Please transcribe the listing below exactly, but only from the line containing "pinky tip: (681, 545)" through its last line.
*** Opening Material to process ***
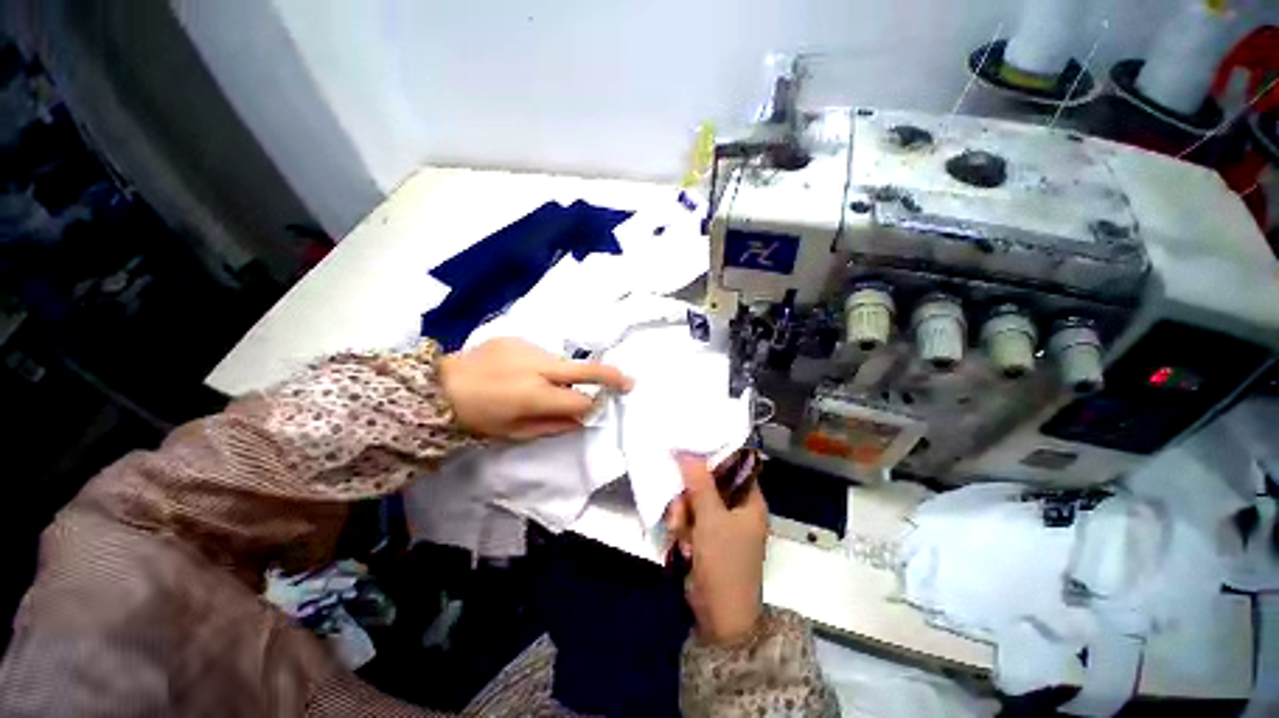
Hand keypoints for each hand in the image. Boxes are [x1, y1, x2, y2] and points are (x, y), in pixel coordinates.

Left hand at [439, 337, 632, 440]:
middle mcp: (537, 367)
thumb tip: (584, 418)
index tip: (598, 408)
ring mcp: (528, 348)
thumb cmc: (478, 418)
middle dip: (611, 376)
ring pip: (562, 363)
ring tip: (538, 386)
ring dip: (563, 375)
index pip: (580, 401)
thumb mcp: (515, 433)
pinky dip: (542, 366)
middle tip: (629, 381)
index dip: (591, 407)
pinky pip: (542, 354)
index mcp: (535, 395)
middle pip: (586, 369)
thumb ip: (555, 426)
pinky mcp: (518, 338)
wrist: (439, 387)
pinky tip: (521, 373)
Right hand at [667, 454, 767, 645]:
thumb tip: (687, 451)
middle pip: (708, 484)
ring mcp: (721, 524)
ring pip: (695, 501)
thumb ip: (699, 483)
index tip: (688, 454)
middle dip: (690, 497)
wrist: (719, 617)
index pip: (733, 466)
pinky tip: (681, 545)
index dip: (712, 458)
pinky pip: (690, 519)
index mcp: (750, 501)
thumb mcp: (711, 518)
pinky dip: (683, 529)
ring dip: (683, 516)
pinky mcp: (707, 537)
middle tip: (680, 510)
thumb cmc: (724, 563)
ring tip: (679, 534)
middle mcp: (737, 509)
*** Closing Material to process ***
Solution to this task
pinky tip: (681, 545)
index dip: (712, 458)
pinky pip: (690, 519)
index mcp: (750, 501)
thumb mcp: (711, 518)
pinky dip: (683, 529)
ring dip: (683, 516)
pinky mcp: (707, 537)
middle tip: (680, 510)
thumb cmc: (724, 563)
ring tip: (679, 534)
middle mcp: (737, 509)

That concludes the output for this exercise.